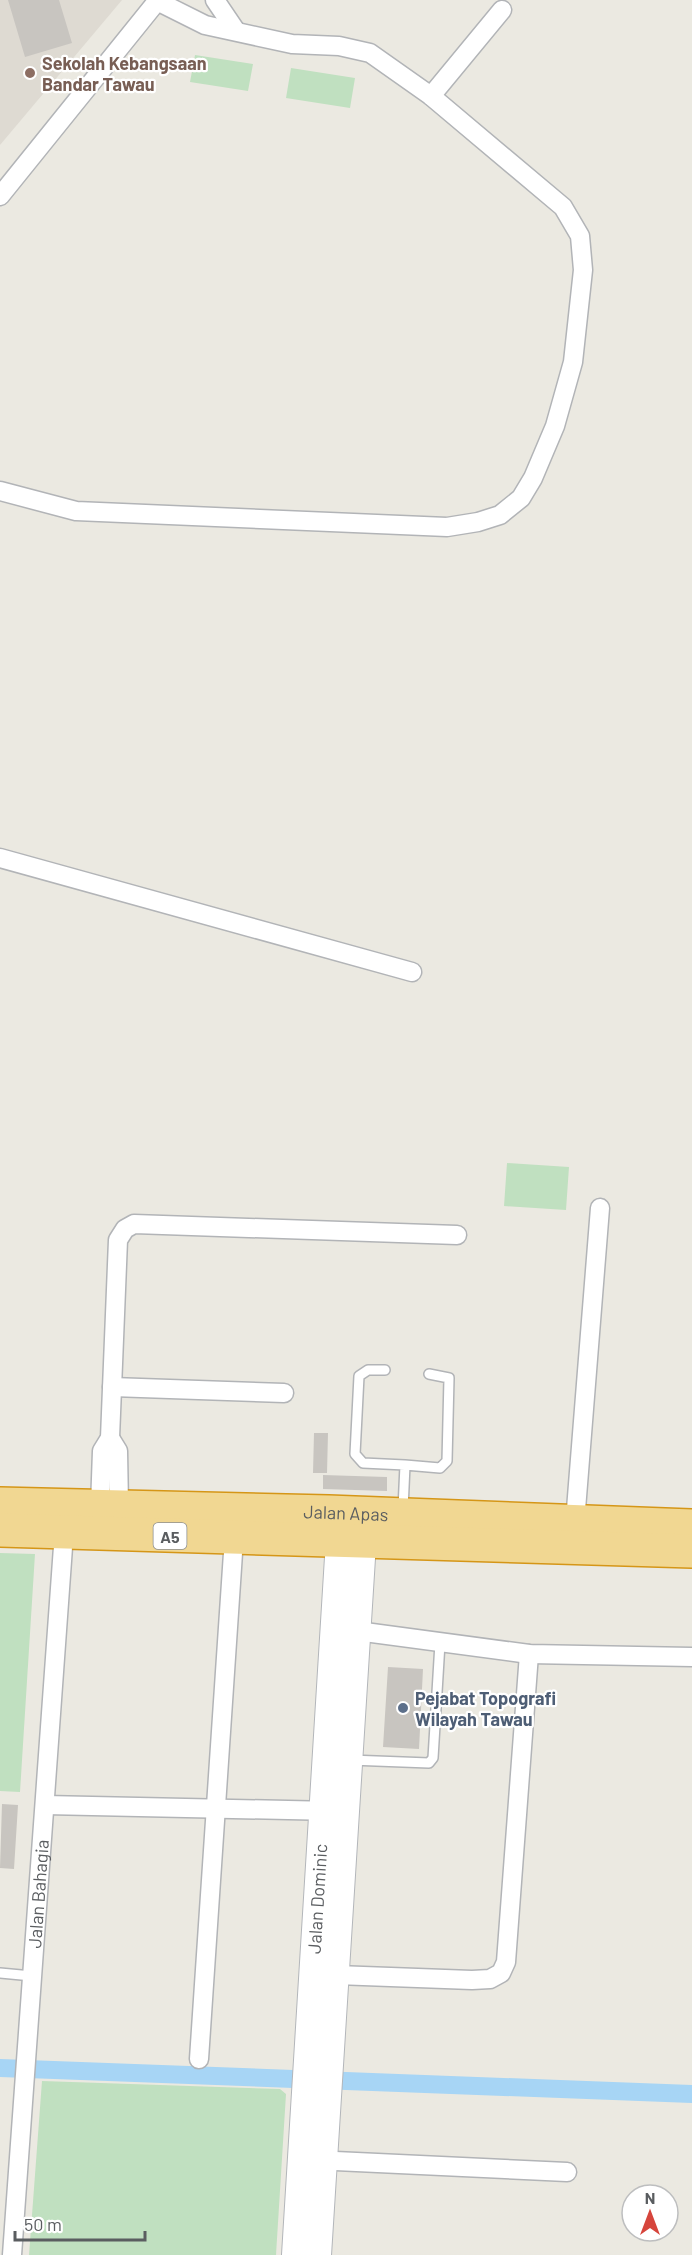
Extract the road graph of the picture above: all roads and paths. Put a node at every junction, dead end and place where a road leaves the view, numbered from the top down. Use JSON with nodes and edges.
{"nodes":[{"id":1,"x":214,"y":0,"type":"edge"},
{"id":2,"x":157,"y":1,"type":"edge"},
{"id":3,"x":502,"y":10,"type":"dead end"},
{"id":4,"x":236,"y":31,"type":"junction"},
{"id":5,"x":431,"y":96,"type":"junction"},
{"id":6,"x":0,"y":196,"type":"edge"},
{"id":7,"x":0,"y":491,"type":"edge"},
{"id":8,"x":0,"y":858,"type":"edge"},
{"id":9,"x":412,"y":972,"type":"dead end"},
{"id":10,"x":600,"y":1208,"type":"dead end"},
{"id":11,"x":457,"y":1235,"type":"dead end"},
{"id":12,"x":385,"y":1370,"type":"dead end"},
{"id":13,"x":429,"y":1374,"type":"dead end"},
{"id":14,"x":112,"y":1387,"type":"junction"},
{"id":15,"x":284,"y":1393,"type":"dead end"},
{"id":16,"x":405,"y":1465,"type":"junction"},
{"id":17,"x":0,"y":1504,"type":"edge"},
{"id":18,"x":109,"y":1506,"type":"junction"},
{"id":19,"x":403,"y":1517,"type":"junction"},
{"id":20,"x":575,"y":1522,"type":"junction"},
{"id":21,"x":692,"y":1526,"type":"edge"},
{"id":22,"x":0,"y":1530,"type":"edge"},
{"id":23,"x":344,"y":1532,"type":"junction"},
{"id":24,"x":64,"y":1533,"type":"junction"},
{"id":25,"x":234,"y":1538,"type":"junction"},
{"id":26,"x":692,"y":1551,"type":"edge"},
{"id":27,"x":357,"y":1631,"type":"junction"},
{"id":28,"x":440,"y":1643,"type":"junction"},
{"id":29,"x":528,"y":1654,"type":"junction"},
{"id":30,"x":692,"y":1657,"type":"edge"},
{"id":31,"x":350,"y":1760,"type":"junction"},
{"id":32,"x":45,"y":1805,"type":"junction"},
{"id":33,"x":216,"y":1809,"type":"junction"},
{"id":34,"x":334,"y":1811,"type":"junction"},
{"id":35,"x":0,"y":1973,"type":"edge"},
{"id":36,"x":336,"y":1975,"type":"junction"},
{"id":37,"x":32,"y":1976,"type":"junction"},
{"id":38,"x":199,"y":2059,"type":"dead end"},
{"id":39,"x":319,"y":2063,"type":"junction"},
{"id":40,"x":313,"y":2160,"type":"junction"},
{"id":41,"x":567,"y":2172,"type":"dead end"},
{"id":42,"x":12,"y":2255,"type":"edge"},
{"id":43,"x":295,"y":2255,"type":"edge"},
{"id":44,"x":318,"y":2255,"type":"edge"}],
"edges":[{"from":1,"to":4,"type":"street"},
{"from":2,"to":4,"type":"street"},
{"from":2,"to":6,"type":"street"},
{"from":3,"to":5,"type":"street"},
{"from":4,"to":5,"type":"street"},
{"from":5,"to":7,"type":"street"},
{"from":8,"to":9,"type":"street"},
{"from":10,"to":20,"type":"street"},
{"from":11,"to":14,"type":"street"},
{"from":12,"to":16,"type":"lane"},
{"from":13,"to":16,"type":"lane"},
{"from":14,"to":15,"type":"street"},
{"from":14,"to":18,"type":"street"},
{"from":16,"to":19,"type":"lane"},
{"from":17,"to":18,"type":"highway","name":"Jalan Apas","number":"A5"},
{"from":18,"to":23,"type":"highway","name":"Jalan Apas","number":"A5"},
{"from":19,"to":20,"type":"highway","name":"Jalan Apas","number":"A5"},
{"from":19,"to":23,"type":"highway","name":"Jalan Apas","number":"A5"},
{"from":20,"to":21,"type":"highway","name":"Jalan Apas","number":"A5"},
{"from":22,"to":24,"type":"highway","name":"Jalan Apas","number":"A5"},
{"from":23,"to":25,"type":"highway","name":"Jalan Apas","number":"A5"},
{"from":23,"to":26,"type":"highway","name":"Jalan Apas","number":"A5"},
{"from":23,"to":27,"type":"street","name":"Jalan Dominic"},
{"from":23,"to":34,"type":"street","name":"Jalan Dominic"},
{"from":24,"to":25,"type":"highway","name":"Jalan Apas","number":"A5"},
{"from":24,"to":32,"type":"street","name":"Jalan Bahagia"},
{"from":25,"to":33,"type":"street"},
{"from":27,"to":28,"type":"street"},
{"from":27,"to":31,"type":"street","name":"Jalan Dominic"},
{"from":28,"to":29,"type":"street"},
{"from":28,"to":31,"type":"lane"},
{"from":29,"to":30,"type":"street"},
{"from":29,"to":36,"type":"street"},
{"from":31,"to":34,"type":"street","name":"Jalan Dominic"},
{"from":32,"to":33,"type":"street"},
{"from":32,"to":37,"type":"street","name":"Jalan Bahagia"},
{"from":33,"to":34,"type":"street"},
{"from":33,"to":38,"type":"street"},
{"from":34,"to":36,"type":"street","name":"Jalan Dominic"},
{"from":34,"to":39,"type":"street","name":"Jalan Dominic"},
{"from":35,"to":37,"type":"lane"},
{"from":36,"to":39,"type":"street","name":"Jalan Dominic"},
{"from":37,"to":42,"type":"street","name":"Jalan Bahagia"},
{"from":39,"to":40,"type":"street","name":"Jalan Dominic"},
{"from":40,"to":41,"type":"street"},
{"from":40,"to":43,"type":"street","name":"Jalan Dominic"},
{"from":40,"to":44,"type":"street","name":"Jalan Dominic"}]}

+---+

Exercise directions: Repeat the material above in full and unchanged, minus its images.

Exercise output:
Extract the road graph of the picture above: all roads and paths. Put a node at every junction, dead end and place where a road leaves the view, numbered from the top down. Use JSON with nodes and edges.
{"nodes":[{"id":1,"x":214,"y":0,"type":"edge"},
{"id":2,"x":157,"y":1,"type":"edge"},
{"id":3,"x":502,"y":10,"type":"dead end"},
{"id":4,"x":236,"y":31,"type":"junction"},
{"id":5,"x":431,"y":96,"type":"junction"},
{"id":6,"x":0,"y":196,"type":"edge"},
{"id":7,"x":0,"y":491,"type":"edge"},
{"id":8,"x":0,"y":858,"type":"edge"},
{"id":9,"x":412,"y":972,"type":"dead end"},
{"id":10,"x":600,"y":1208,"type":"dead end"},
{"id":11,"x":457,"y":1235,"type":"dead end"},
{"id":12,"x":385,"y":1370,"type":"dead end"},
{"id":13,"x":429,"y":1374,"type":"dead end"},
{"id":14,"x":112,"y":1387,"type":"junction"},
{"id":15,"x":284,"y":1393,"type":"dead end"},
{"id":16,"x":405,"y":1465,"type":"junction"},
{"id":17,"x":0,"y":1504,"type":"edge"},
{"id":18,"x":109,"y":1506,"type":"junction"},
{"id":19,"x":403,"y":1517,"type":"junction"},
{"id":20,"x":575,"y":1522,"type":"junction"},
{"id":21,"x":692,"y":1526,"type":"edge"},
{"id":22,"x":0,"y":1530,"type":"edge"},
{"id":23,"x":344,"y":1532,"type":"junction"},
{"id":24,"x":64,"y":1533,"type":"junction"},
{"id":25,"x":234,"y":1538,"type":"junction"},
{"id":26,"x":692,"y":1551,"type":"edge"},
{"id":27,"x":357,"y":1631,"type":"junction"},
{"id":28,"x":440,"y":1643,"type":"junction"},
{"id":29,"x":528,"y":1654,"type":"junction"},
{"id":30,"x":692,"y":1657,"type":"edge"},
{"id":31,"x":350,"y":1760,"type":"junction"},
{"id":32,"x":45,"y":1805,"type":"junction"},
{"id":33,"x":216,"y":1809,"type":"junction"},
{"id":34,"x":334,"y":1811,"type":"junction"},
{"id":35,"x":0,"y":1973,"type":"edge"},
{"id":36,"x":336,"y":1975,"type":"junction"},
{"id":37,"x":32,"y":1976,"type":"junction"},
{"id":38,"x":199,"y":2059,"type":"dead end"},
{"id":39,"x":319,"y":2063,"type":"junction"},
{"id":40,"x":313,"y":2160,"type":"junction"},
{"id":41,"x":567,"y":2172,"type":"dead end"},
{"id":42,"x":12,"y":2255,"type":"edge"},
{"id":43,"x":295,"y":2255,"type":"edge"},
{"id":44,"x":318,"y":2255,"type":"edge"}],
"edges":[{"from":1,"to":4,"type":"street"},
{"from":2,"to":4,"type":"street"},
{"from":2,"to":6,"type":"street"},
{"from":3,"to":5,"type":"street"},
{"from":4,"to":5,"type":"street"},
{"from":5,"to":7,"type":"street"},
{"from":8,"to":9,"type":"street"},
{"from":10,"to":20,"type":"street"},
{"from":11,"to":14,"type":"street"},
{"from":12,"to":16,"type":"lane"},
{"from":13,"to":16,"type":"lane"},
{"from":14,"to":15,"type":"street"},
{"from":14,"to":18,"type":"street"},
{"from":16,"to":19,"type":"lane"},
{"from":17,"to":18,"type":"highway","name":"Jalan Apas","number":"A5"},
{"from":18,"to":23,"type":"highway","name":"Jalan Apas","number":"A5"},
{"from":19,"to":20,"type":"highway","name":"Jalan Apas","number":"A5"},
{"from":19,"to":23,"type":"highway","name":"Jalan Apas","number":"A5"},
{"from":20,"to":21,"type":"highway","name":"Jalan Apas","number":"A5"},
{"from":22,"to":24,"type":"highway","name":"Jalan Apas","number":"A5"},
{"from":23,"to":25,"type":"highway","name":"Jalan Apas","number":"A5"},
{"from":23,"to":26,"type":"highway","name":"Jalan Apas","number":"A5"},
{"from":23,"to":27,"type":"street","name":"Jalan Dominic"},
{"from":23,"to":34,"type":"street","name":"Jalan Dominic"},
{"from":24,"to":25,"type":"highway","name":"Jalan Apas","number":"A5"},
{"from":24,"to":32,"type":"street","name":"Jalan Bahagia"},
{"from":25,"to":33,"type":"street"},
{"from":27,"to":28,"type":"street"},
{"from":27,"to":31,"type":"street","name":"Jalan Dominic"},
{"from":28,"to":29,"type":"street"},
{"from":28,"to":31,"type":"lane"},
{"from":29,"to":30,"type":"street"},
{"from":29,"to":36,"type":"street"},
{"from":31,"to":34,"type":"street","name":"Jalan Dominic"},
{"from":32,"to":33,"type":"street"},
{"from":32,"to":37,"type":"street","name":"Jalan Bahagia"},
{"from":33,"to":34,"type":"street"},
{"from":33,"to":38,"type":"street"},
{"from":34,"to":36,"type":"street","name":"Jalan Dominic"},
{"from":34,"to":39,"type":"street","name":"Jalan Dominic"},
{"from":35,"to":37,"type":"lane"},
{"from":36,"to":39,"type":"street","name":"Jalan Dominic"},
{"from":37,"to":42,"type":"street","name":"Jalan Bahagia"},
{"from":39,"to":40,"type":"street","name":"Jalan Dominic"},
{"from":40,"to":41,"type":"street"},
{"from":40,"to":43,"type":"street","name":"Jalan Dominic"},
{"from":40,"to":44,"type":"street","name":"Jalan Dominic"}]}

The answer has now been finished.